▸ Exercise details: All lines of the entries with "nowrap" in them must be listed.

(Available data begins)

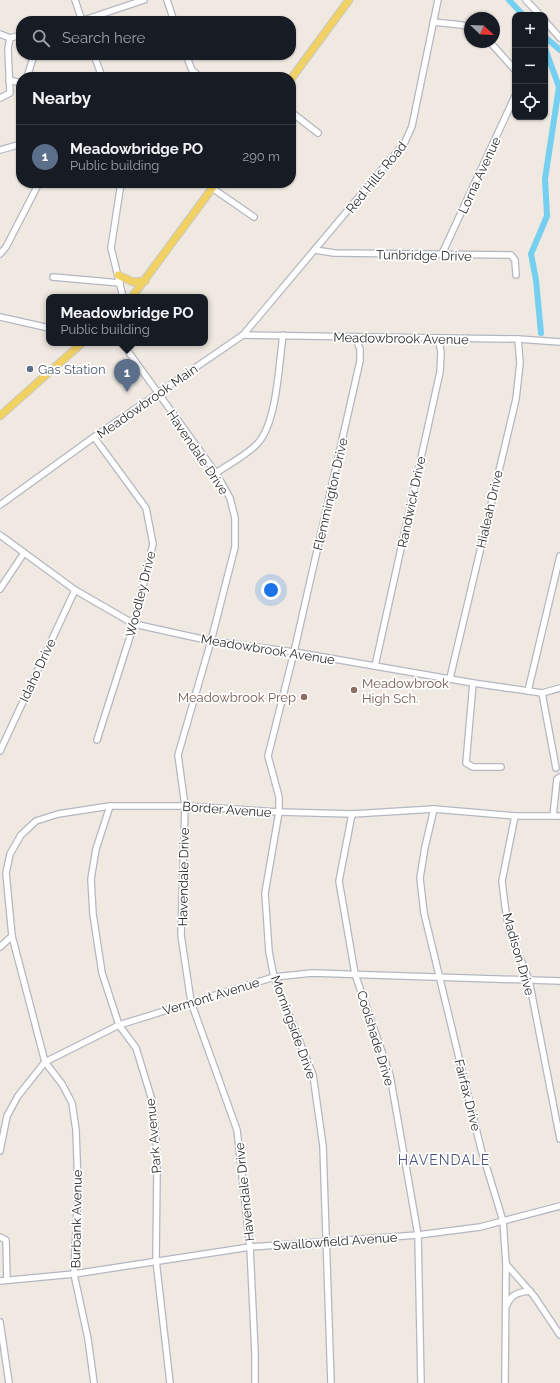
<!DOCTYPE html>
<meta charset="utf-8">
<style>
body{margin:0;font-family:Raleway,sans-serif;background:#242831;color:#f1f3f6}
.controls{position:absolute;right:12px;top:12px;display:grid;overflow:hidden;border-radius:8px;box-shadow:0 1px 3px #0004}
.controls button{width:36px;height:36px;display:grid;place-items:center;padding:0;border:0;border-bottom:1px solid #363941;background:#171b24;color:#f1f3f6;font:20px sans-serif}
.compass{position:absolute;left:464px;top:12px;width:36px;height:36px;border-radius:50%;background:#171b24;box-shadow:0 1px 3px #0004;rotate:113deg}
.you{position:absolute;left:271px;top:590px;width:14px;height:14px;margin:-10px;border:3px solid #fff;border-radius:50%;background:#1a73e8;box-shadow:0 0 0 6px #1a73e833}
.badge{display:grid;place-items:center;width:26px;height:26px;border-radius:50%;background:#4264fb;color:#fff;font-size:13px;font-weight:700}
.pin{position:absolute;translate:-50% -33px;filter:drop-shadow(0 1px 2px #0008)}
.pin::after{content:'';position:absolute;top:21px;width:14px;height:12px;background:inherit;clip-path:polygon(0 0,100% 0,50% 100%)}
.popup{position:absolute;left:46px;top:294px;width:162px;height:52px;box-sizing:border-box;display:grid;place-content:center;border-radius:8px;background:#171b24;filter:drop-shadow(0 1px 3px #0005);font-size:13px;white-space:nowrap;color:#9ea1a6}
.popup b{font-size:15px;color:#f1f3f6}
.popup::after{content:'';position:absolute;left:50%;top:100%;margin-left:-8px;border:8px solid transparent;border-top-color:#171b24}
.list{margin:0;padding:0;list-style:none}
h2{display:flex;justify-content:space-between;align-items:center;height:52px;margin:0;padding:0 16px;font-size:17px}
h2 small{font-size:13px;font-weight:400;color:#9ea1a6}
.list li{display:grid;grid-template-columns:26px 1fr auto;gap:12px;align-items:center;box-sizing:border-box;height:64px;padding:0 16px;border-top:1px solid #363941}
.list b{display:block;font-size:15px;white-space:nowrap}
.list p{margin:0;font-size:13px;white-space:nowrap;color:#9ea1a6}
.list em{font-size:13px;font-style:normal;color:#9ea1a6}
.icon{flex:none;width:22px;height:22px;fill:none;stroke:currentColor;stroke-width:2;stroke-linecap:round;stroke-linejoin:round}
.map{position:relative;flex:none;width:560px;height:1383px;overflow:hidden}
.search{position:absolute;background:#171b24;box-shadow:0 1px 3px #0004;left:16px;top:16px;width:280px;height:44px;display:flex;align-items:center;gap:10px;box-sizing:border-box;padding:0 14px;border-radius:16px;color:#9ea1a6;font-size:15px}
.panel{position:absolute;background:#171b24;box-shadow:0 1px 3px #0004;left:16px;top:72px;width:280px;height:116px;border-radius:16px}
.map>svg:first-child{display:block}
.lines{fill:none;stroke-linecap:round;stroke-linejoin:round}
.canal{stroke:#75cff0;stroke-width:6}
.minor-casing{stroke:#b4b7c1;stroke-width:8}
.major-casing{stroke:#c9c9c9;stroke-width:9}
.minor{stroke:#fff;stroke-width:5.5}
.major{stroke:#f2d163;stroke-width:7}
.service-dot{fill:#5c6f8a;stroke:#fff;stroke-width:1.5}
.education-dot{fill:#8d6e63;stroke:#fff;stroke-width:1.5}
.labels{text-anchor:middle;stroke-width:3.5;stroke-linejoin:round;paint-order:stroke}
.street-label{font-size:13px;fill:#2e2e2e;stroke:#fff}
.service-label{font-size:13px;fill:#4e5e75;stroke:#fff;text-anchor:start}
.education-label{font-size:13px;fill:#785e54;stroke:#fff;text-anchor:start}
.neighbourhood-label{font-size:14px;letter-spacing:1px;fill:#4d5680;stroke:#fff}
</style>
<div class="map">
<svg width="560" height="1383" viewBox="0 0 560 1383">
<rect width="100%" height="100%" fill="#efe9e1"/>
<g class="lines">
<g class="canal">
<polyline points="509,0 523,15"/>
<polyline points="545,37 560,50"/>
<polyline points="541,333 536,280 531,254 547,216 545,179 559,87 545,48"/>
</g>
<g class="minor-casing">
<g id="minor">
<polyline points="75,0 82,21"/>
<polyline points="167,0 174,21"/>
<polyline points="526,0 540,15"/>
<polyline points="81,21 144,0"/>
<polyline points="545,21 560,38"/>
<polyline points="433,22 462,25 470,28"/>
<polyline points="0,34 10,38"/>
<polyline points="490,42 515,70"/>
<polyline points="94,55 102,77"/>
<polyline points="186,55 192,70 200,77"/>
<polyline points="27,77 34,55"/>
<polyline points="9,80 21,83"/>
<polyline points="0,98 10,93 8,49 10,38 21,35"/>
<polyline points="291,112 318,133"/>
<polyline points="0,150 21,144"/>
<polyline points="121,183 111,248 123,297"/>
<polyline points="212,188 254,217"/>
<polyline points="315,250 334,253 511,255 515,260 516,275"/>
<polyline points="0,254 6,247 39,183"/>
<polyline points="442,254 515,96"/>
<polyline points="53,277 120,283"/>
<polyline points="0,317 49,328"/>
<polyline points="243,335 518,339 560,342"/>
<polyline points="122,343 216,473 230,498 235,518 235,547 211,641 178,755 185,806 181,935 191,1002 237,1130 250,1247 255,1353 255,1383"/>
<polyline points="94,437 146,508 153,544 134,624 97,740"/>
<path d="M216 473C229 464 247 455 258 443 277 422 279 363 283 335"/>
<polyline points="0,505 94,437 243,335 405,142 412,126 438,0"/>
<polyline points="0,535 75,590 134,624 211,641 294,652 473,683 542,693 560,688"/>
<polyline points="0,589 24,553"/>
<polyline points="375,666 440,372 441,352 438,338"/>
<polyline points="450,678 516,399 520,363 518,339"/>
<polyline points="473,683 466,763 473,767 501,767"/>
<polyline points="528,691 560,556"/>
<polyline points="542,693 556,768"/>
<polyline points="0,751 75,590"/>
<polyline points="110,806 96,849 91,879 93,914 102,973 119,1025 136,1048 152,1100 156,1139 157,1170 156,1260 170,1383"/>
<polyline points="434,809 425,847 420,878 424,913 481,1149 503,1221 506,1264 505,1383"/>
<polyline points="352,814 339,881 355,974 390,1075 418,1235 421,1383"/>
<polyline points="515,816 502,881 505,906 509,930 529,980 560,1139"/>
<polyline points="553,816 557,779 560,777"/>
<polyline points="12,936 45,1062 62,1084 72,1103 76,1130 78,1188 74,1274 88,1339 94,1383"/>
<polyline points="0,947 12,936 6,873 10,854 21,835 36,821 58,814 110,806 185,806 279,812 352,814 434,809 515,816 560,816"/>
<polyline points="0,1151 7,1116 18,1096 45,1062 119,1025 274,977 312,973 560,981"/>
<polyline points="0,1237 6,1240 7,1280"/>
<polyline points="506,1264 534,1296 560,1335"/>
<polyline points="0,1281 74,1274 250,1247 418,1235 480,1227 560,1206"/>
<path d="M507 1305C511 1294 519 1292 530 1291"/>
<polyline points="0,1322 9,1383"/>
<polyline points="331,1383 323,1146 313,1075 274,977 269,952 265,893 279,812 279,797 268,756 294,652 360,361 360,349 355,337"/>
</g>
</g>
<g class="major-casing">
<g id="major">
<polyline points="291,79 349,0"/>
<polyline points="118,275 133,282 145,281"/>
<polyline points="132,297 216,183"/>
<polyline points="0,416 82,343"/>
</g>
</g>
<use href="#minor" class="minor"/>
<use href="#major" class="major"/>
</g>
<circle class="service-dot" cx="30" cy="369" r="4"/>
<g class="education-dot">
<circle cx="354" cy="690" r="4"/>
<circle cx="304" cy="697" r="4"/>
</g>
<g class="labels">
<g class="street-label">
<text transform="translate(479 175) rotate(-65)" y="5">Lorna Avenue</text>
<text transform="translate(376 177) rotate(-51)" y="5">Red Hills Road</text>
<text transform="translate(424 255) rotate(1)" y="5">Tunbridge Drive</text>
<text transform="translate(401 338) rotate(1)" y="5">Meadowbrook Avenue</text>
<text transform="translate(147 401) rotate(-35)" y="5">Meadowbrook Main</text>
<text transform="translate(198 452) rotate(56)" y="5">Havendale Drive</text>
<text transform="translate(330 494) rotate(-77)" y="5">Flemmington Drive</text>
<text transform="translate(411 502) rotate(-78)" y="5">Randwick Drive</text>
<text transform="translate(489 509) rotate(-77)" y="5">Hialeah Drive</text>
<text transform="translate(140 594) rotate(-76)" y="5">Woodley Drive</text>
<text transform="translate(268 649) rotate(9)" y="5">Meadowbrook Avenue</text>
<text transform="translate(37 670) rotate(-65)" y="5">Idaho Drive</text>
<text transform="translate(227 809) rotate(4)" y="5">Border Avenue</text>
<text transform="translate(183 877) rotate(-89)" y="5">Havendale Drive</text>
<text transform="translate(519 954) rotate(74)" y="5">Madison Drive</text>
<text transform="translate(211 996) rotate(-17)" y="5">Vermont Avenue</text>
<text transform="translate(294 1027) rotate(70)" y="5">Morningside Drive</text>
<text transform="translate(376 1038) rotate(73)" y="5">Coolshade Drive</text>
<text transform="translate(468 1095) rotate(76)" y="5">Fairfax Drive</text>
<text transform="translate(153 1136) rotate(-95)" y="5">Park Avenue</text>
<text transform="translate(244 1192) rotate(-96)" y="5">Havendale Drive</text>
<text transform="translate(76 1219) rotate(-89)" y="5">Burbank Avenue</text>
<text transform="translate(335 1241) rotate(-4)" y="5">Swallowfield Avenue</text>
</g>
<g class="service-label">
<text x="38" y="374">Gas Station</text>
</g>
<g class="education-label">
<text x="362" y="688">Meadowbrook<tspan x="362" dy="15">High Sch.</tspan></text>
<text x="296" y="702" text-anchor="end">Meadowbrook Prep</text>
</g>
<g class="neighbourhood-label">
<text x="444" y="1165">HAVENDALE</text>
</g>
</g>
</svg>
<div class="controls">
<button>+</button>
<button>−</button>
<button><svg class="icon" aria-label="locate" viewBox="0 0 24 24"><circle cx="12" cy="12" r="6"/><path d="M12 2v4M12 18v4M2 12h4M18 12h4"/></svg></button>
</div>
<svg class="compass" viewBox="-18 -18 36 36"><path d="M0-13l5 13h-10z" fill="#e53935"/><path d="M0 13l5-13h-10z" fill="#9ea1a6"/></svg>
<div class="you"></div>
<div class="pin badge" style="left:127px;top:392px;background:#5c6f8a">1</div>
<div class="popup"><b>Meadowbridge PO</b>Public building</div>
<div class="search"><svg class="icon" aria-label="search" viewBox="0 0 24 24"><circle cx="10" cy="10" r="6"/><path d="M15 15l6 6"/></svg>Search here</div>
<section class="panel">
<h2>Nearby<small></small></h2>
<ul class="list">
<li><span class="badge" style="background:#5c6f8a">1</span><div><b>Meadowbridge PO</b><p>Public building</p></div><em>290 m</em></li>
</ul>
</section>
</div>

(Available data ends)
(Available data begins)

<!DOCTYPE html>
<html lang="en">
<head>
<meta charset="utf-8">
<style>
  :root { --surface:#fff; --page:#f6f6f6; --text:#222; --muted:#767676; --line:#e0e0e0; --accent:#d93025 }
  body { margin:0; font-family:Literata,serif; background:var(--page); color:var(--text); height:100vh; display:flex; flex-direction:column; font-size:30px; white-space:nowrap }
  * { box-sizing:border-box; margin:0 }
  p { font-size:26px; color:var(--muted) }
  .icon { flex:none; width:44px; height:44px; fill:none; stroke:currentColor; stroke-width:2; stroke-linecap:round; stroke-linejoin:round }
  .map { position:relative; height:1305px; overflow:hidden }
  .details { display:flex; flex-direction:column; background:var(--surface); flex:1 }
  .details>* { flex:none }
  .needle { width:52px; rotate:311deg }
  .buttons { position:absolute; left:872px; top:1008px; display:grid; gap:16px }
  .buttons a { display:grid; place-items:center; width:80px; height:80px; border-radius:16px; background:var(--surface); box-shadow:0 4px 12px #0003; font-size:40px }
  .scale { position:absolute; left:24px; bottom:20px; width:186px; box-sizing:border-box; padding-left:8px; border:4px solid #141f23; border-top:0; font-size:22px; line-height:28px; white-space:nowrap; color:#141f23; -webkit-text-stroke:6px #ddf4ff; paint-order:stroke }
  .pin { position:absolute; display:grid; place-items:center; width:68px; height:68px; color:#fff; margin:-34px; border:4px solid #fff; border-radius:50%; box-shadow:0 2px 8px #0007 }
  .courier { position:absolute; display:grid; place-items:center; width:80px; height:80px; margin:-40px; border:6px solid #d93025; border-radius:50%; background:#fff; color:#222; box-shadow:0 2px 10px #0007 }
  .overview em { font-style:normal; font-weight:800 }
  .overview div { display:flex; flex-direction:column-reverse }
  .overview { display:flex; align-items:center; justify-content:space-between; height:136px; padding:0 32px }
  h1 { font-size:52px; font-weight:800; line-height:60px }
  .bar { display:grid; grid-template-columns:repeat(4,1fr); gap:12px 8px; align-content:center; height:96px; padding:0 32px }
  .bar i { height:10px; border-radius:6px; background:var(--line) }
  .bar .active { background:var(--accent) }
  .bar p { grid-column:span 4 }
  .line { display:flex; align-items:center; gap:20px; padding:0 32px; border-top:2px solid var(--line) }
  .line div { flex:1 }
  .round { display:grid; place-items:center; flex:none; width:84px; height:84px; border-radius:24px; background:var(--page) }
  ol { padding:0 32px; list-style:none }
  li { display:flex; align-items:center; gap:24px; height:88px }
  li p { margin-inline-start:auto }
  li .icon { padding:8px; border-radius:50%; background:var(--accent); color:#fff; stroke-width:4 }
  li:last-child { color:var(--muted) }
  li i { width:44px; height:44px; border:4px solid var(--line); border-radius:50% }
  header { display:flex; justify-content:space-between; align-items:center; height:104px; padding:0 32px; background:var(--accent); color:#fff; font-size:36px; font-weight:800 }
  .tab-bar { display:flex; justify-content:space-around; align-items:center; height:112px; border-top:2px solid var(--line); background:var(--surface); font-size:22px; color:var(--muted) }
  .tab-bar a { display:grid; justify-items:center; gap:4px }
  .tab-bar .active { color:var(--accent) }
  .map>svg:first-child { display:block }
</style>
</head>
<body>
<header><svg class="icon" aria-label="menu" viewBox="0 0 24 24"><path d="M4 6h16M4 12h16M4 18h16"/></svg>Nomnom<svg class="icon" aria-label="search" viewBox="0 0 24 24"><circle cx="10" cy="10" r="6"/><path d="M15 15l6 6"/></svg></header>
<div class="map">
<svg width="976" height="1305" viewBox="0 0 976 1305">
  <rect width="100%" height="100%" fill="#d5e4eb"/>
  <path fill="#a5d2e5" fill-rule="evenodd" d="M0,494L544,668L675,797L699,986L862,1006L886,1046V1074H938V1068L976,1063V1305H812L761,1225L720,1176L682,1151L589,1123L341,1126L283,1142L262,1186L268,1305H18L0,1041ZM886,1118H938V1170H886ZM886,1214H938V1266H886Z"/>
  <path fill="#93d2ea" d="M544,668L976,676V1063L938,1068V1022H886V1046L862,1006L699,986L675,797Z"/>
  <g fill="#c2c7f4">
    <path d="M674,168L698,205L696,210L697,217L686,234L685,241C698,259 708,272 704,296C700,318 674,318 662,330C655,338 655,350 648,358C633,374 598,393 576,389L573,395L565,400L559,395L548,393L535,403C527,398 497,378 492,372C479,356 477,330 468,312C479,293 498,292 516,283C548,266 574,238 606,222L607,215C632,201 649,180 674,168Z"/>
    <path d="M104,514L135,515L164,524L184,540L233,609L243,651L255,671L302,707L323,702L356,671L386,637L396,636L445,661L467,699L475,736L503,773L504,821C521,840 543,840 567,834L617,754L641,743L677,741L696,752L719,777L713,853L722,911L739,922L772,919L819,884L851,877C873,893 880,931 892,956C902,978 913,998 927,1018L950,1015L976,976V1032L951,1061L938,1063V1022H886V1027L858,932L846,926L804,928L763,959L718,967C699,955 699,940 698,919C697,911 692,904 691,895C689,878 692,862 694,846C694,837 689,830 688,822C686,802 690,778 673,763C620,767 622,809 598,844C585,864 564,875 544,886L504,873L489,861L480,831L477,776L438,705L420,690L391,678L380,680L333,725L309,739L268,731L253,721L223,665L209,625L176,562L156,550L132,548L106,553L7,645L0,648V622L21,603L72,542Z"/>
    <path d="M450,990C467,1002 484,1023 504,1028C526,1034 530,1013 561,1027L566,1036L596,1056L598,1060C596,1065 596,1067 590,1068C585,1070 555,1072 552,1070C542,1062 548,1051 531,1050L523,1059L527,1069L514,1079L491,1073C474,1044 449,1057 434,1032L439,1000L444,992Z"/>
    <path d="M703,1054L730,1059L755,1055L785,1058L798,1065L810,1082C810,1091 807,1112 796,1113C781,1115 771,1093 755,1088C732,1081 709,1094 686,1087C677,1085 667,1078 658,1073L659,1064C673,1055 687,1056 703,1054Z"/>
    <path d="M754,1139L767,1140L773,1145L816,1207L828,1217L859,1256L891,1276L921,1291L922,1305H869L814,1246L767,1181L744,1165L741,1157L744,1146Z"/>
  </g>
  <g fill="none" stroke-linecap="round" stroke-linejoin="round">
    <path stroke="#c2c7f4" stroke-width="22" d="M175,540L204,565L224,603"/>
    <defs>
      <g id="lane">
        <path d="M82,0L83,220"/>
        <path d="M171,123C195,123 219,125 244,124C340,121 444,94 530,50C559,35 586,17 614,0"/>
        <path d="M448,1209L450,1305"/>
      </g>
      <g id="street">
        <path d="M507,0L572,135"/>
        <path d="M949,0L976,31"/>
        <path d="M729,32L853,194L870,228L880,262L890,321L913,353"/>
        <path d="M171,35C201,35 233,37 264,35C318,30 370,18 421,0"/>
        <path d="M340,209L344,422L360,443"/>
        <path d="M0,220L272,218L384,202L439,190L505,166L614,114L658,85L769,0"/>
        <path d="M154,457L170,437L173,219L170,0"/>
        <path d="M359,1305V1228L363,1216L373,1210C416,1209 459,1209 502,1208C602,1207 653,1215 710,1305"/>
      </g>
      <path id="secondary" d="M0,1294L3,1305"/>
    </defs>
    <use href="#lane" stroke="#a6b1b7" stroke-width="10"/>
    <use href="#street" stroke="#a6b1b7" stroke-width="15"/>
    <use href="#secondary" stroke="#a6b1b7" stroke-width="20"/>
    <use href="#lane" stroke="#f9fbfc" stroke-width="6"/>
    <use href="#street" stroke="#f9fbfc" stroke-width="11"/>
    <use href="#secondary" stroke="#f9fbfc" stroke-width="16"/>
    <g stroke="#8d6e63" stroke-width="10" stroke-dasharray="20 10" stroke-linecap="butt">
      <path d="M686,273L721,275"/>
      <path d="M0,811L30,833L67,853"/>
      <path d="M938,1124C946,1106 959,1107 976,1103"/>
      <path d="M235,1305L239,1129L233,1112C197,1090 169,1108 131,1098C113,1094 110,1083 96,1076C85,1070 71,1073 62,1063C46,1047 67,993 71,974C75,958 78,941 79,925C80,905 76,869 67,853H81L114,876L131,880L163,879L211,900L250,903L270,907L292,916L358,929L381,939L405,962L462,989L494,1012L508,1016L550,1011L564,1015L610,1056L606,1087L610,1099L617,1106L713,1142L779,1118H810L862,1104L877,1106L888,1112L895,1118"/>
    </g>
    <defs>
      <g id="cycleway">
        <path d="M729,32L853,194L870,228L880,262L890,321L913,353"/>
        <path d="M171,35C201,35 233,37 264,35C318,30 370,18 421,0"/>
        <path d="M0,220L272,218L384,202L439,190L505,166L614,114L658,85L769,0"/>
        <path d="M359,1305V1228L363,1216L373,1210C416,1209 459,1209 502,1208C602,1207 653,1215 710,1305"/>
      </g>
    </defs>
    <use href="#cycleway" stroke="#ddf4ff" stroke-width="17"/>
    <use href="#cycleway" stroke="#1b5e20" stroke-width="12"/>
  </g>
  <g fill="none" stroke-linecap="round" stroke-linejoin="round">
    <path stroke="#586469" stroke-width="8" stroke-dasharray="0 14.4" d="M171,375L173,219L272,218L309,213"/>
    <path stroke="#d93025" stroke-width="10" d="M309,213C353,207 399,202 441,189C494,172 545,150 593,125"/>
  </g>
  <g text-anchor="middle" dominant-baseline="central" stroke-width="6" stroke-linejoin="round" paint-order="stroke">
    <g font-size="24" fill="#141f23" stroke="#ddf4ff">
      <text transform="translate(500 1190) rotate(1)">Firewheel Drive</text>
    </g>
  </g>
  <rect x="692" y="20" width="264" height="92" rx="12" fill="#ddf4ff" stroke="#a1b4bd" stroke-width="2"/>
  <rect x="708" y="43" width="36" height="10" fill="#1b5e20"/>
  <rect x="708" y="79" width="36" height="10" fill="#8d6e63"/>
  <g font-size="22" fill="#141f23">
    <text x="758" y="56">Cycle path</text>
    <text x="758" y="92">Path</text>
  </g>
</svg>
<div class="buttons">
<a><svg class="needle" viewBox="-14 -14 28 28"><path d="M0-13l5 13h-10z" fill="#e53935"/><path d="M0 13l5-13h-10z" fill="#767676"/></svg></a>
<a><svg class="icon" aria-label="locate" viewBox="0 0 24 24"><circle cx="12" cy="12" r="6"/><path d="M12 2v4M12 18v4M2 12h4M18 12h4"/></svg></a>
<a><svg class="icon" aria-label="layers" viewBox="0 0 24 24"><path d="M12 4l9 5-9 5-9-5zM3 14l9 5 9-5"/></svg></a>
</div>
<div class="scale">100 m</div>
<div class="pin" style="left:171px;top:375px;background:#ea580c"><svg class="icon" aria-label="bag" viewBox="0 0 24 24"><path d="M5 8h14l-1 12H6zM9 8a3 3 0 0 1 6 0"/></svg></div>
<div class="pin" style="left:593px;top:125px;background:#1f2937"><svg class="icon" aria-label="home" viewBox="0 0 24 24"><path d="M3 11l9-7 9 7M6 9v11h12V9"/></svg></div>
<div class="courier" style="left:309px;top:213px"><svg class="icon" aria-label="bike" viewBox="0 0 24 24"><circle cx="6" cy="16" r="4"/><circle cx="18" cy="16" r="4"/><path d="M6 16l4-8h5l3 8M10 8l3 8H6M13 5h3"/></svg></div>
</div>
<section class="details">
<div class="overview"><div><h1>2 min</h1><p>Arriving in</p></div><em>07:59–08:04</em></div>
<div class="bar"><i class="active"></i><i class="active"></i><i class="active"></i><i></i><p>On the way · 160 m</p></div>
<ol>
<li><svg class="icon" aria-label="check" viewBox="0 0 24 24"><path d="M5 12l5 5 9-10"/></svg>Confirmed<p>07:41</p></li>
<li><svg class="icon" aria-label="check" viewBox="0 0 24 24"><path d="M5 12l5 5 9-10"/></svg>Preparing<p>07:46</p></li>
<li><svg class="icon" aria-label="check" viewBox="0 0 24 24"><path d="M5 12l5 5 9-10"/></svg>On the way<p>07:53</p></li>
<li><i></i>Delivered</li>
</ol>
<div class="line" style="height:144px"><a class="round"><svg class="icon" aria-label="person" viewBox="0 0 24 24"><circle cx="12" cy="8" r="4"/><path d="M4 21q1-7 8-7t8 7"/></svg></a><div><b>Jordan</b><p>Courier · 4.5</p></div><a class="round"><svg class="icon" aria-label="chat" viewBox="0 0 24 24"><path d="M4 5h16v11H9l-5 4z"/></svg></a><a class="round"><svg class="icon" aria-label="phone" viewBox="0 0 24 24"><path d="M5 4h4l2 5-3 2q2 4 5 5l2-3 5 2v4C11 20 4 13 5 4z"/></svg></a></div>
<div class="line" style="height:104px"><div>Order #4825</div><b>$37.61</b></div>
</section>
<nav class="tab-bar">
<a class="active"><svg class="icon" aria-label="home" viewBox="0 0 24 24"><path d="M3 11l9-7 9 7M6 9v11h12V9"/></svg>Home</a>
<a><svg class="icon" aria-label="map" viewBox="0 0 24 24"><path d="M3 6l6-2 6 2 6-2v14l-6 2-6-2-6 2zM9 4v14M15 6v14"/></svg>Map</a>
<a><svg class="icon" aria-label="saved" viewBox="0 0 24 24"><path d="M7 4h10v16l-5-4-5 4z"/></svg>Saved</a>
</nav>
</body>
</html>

(Available data ends)

▸ Answer for the task:
.popup{position:absolute;left:46px;top:294px;width:162px;height:52px;box-sizing:border-box;display:grid;place-content:center;border-radius:8px;background:#171b24;filter:drop-shadow(0 1px 3px #0005);font-size:13px;white-space:nowrap;color:#9ea1a6}
.list b{display:block;font-size:15px;white-space:nowrap}
.list p{margin:0;font-size:13px;white-space:nowrap;color:#9ea1a6}
  body { margin:0; font-family:Literata,serif; background:var(--page); color:var(--text); height:100vh; display:flex; flex-direction:column; font-size:30px; white-space:nowrap }
  .scale { position:absolute; left:24px; bottom:20px; width:186px; box-sizing:border-box; padding-left:8px; border:4px solid #141f23; border-top:0; font-size:22px; line-height:28px; white-space:nowrap; color:#141f23; -webkit-text-stroke:6px #ddf4ff; paint-order:stroke }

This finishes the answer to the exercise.